In 1979, despite disapproval from her family, Bradford moved to New York City as a single mother to pursue art in closer contact with contemporary painting discourse. She enrolled in graduate studies at SUNY Purchase (MFA, 1987) and met her future spouse, Jane O'Wyatt, in 1990. In the subsequent decade, she had solo exhibitions at the Victoria Munroe (New York), Zolla/Lieberman (Chicago), and Bernard Toale (Boston) galleries, and appeared in group shows at the Portland Museum of Art, Weatherspoon Art Museum and The Drawing Center. In the 2000s, Bradford has exhibited at the CANADA, Sperone Westwater and Pace galleries in New York, the Modern Art Museum of Fort Worth, Galerie Haverkampf (Berlin), Campoli Presti, Kaufman Repetto (Milan), and the New Orleans Biennial (Prospect.4, 2017), among others.

In addition to artmaking, Bradford taught at Illinois State University, Ohio State University and SUNY Purchase, before joining the faculties at Fashion Institute of Technology (FIT) (1995–2011) and Pennsylvania Academy of Fine Arts (1997–2012). She later taught at the Skowhegan School of Painting and Sculpture (2009) and Yale School of Art (2016–7).

Work
Bradford is best known for direct, casual, color-saturated paintings of swimmers, boats, and caped flying figures that are noted for their paint handling, rich color-field surfaces, theatrical sense of light, and oblique themes and narratives. Critics suggest that she weights color, iconography and narrative equally in her work, privileging exploration and formal and metaphorical possibility over conclusiveness.

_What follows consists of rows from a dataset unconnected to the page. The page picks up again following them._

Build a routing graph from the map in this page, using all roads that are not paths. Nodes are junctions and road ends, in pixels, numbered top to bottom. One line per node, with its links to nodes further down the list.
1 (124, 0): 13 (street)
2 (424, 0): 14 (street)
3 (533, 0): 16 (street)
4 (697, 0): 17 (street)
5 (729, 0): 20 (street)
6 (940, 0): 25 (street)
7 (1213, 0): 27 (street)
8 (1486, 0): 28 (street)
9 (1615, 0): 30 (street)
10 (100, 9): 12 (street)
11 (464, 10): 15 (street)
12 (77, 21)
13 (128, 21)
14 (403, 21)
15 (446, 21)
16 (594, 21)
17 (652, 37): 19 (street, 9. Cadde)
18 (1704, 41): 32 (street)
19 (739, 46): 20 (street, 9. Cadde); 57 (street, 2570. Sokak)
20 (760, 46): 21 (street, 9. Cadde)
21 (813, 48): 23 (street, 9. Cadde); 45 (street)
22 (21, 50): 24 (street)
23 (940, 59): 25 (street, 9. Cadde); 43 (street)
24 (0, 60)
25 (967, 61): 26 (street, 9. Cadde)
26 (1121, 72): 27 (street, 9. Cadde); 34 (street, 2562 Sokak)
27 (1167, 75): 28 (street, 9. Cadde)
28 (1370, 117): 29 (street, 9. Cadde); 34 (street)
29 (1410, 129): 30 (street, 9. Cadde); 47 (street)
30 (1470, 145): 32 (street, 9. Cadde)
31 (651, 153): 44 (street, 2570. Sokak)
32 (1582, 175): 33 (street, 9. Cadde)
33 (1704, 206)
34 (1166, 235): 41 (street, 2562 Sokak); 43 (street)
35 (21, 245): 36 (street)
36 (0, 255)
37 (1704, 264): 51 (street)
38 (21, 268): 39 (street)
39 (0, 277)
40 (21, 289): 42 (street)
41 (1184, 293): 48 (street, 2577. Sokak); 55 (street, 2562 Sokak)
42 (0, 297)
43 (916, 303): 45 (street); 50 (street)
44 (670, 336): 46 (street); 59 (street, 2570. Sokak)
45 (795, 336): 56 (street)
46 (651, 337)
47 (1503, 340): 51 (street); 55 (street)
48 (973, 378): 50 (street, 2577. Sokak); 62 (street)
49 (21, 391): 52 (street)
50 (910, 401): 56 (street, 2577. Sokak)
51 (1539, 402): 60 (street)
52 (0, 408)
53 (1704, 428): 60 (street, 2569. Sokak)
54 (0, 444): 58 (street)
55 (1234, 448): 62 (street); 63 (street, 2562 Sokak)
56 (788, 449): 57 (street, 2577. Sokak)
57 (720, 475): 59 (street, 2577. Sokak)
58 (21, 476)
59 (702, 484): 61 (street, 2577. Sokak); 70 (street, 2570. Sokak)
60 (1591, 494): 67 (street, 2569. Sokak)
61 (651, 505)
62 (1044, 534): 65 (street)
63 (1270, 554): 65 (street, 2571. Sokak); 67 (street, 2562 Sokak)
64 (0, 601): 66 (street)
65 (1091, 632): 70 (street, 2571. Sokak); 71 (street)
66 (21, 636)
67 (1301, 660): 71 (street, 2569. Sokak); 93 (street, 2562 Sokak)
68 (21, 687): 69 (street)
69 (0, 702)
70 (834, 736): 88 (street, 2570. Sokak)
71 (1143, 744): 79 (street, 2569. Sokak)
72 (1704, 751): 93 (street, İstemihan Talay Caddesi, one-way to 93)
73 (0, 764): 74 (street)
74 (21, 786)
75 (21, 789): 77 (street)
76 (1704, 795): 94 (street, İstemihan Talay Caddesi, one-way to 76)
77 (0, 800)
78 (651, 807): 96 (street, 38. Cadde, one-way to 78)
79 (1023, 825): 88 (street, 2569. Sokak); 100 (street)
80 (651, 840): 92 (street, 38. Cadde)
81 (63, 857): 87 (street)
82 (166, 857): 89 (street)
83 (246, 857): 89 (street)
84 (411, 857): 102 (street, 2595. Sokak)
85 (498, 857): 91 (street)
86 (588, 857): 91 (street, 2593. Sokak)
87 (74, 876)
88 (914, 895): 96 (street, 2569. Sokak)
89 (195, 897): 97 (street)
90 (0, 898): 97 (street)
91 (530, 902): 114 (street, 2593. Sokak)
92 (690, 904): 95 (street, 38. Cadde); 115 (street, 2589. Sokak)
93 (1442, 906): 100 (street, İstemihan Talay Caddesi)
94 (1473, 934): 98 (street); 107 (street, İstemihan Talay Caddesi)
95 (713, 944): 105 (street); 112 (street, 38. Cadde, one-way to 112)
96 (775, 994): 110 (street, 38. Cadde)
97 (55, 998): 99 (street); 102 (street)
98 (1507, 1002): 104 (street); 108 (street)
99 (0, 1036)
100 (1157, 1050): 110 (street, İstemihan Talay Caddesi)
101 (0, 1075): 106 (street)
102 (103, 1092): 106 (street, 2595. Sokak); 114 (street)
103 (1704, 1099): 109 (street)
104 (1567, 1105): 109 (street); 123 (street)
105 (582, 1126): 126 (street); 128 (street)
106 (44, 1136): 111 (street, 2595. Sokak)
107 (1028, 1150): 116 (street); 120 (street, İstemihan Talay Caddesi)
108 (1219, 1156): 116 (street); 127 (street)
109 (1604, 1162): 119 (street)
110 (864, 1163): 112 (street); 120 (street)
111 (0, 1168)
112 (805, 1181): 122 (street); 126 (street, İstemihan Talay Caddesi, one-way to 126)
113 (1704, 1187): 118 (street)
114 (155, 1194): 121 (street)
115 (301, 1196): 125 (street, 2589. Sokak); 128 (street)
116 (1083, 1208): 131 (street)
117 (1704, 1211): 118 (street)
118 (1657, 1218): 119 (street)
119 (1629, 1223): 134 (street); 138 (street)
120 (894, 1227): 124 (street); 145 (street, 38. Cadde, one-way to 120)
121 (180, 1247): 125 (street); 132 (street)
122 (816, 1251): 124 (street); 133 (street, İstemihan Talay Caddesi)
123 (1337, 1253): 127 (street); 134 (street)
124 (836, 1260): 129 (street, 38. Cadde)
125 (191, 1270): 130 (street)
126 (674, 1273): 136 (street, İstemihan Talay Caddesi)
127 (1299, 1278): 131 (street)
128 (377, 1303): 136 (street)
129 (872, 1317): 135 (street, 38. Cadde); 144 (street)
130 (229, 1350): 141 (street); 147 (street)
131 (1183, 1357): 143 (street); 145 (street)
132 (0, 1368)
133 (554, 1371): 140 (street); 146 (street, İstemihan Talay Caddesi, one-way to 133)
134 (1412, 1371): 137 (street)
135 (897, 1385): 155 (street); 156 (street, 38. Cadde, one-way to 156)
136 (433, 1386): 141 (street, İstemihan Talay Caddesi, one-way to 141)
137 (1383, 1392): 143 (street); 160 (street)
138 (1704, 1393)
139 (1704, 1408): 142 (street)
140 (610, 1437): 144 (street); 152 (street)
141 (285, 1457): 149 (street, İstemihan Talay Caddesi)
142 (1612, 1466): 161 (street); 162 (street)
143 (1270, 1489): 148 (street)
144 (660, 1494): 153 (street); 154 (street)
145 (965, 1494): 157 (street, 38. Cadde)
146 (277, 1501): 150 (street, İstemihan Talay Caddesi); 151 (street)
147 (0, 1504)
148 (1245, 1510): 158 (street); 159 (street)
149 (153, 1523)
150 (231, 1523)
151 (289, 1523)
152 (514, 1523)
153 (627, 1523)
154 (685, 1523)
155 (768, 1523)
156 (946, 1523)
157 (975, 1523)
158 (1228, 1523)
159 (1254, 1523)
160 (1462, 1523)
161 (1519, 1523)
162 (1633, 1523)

Art in America'''s Robert Berlind characterizes her method as "predicated on a trust in possibilities beyond her conscious intentions or formal inclinations, and on a responsiveness to what shows up on the canvas." Bradford has said that she does not begin with a plan, but rather draws on her ongoing vocabulary of forms, discovering each image through the painting process and intuition.Vogel, Maria. "Katherine Bradford Embraces an Unconstrained Practice," Art of Choice, May 30, 2019. Retrieved April 6, 2020. Artcritical editor David Cohen writes that she combines "the peculiar poetic charm and nonchalance of provisional painting with the energy, seriousness, and resolve of classic abstract painting"; he compares her formal evolution to Philip Guston's ("high-abstraction-to-low-realism") but differentiates her treatment of subjects as romantic, heartfelt, and whimsical.

Early painting
Bradford's early, modestly scaled paintings were largely abstract, employing irregular grids and rows of pictographic dots, spirals and crude letterforms set against vaporous surfaces akin to the meditative work of Mark Rothko.Smith, Roberta. "Katherine Bradford," The New York Times, October 27, 1989, p. C30. Retrieved April 2, 2020. Art in America's Stephen Westfall wrote that the paintings charted "a laconic course between abstraction, representation and collage," while New York Times critic Roberta Smith described their schematization of nature as "small, ruggedly made abstractions that are at once poetic and humorous." Eileen Myles situated Bradford among a group of mainly female artists "reconstituting painting" through "wit, subversion and bad geometry." In her late 1990s work, Bradford moved closer to iconographic representation, depicting box forms and figures with bold, heavy lines and a comedic or darkly humorous tone.Lombardi, Dominick D. "Inaugural exhibition for Gallery in Beacon," The New York Times, April 22, 2001, p. WC14. Retrieved April 2, 2020.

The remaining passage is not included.